Tras su paso por el circuito de Fórmula 1 de Madrid, este piloto ha regresado a Mónaco al volante de un pequeño Fiat que no ha pasado desapercibido

George Russell y Carmen Montero se dejaron ver a bordo de un exclusivo Fiat 500 Jolly, la versión más playera y singular del mítico urbano italiano.

Russell Fiat 500 Jolly
El piloto y su prometida iban a bordo de un pequeño Fiat 500 Jolly. | X

La pasión por los coches suele ir mucho más allá de la competición para muchos deportistas de élite. Futbolistas, tenistas o pilotos disfrutan de algunos de los modelos más exclusivos del mercado, desde superdeportivos de cientos de miles de euros hasta clásicos de lo más peculiares.

En el caso de los pilotos de Fórmula 1, es habitual verles al volante de vehículos tan rápidos como llamativos. Uno de los ejemplos más conocidos es Fernando Alonso, propietario de varias joyas automovilísticas. Sin embargo, no todos apuestan siempre por las máximas prestaciones. Algunos también sienten predilección por coches pequeños, clásicos y cargados de personalidad.

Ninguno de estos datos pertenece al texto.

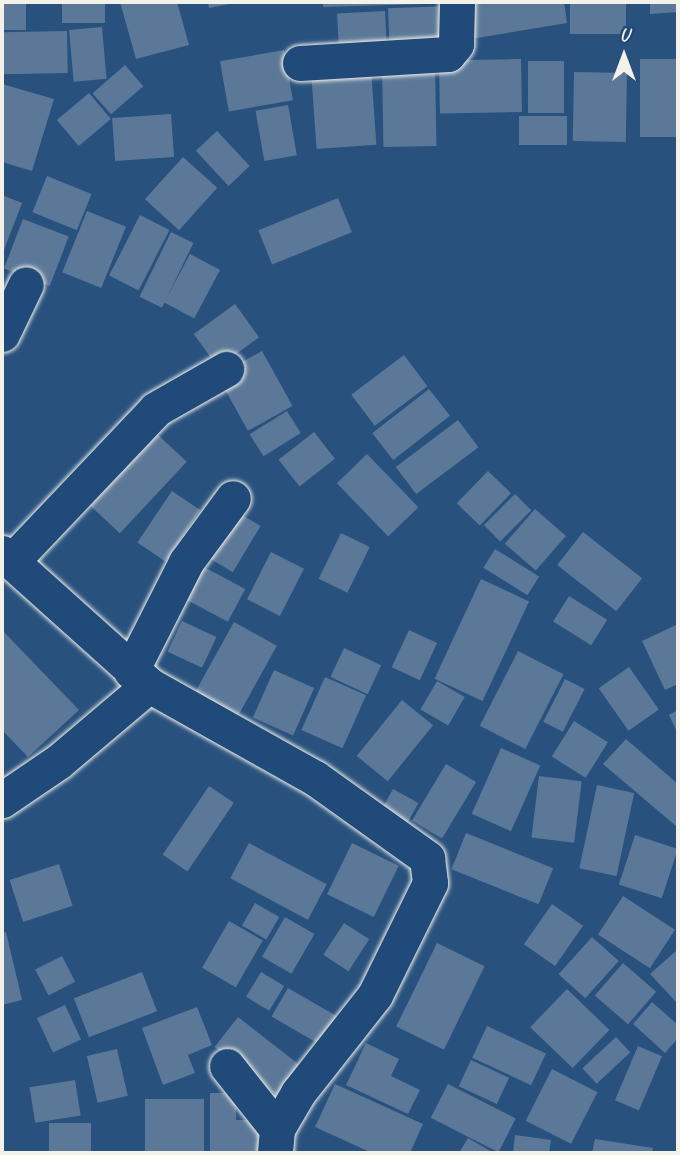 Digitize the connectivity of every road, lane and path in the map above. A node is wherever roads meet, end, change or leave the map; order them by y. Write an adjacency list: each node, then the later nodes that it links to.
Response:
1 (457, 2): 2 (street)
2 (300, 63)
3 (26, 284): 4 (street)
4 (2, 334)
5 (226, 369): 7 (street)
6 (233, 498): 8 (street)
7 (7, 557): 8 (street)
8 (140, 678): 9 (street); 11 (street)
9 (2, 800)
10 (227, 1066): 11 (street)
11 (276, 1141)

Es precisamente lo que ha sucedido con George Russell. El piloto británico de Mercedes ha sido visto recientemente paseando junto a su prometida Carmen Montero a bordo de un peculiar Fiat 500 Jolly, una de las variantes más exclusivas y cotizadas del icónico modelo italiano.

El Fiat 500 Jolly de Russell

El Fiat 500 Jolly fue desarrollado por Carrozzeria Ghia a partir del popular Fiat 500. Concebido como un vehículo para el ocio, estaba pensado para desplazamientos cortos en zonas turísticas, puertos deportivos y complejos vacacionales. Un coche perfecto para circular por Mónaco.

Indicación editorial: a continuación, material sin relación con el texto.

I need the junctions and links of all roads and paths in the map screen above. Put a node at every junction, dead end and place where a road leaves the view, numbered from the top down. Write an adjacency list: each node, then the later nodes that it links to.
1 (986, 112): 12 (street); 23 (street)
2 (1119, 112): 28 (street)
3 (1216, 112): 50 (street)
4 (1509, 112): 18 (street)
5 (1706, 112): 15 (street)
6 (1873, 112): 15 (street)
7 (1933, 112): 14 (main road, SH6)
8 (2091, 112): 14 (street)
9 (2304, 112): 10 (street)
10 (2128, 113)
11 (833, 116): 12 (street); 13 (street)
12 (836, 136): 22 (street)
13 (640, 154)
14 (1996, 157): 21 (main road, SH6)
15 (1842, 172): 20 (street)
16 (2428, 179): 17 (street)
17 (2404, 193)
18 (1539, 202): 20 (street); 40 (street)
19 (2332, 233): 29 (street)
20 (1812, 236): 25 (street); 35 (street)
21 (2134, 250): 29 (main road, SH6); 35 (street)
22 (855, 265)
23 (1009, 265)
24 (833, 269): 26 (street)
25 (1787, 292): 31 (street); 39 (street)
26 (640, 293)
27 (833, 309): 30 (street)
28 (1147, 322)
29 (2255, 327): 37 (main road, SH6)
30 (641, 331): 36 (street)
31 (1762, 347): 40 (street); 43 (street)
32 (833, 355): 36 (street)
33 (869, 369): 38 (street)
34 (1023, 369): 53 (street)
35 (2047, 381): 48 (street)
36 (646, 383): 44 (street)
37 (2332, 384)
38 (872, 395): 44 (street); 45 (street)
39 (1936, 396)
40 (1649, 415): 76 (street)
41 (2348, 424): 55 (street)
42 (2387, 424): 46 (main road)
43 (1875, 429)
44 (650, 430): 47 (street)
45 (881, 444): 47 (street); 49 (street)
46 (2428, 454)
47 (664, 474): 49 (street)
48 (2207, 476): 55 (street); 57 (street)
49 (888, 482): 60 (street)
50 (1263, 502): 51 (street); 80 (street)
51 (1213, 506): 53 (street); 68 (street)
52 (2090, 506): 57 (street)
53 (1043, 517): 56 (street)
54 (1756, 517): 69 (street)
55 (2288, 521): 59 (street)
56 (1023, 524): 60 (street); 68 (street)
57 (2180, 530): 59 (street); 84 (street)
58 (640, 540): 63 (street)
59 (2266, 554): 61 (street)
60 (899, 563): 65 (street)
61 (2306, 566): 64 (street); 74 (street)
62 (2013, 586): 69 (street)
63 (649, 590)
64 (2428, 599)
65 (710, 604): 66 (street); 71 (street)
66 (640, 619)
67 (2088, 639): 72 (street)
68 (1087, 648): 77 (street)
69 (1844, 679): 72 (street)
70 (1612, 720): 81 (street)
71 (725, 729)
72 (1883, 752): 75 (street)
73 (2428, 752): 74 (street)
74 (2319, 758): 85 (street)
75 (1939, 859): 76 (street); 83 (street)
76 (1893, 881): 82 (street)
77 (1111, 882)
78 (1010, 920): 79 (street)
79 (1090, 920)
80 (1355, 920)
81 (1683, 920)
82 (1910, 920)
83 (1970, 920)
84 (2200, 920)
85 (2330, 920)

Presentado en 1957, el modelo fue diseñado para disfrutar de los destinos vacacionales más exclusivos. De hecho, recibió el apodo de spiaggina, una denominación utilizada en Italia para referirse a los coches de playa.

Su diseño rompía con el del Fiat 500 convencional. La carrocería era completamente abierta y contaba con una capota de lona para proteger a los ocupantes del sol. Además, algunas versiones prescindían de las puertas tradicionales y las sustituían por cuerdas laterales, un detalle que hoy también puede encontrarse en determinadas versiones del Fiat Topolino.

Un icono del lujo veraniego

Uno de sus rasgos más característicos eran también los asientos de mimbre, un detalle que todavía hoy lo convierte en una pieza fácilmente reconocible. Precisamente, Russell y Montero circulaban en una unidad que conserva este elemento tan original.

Pese a sus reducidas dimensiones y su modesta mecánica, el Fiat 500 Jolly conquistó a algunas de las personalidades más adineradas de la época. Era habitual verlo en puertos deportivos, campos de golf y residencias de verano, e incluso se utilizaba como vehículo auxiliar en yates de lujo.

Con el paso de los años, esta peculiar versión se ha convertido en una auténtica pieza de colección. La escasez de unidades originales y su singular diseño han hecho que siga siendo uno de los derivados más cotizados y reconocibles del histórico Fiat 500.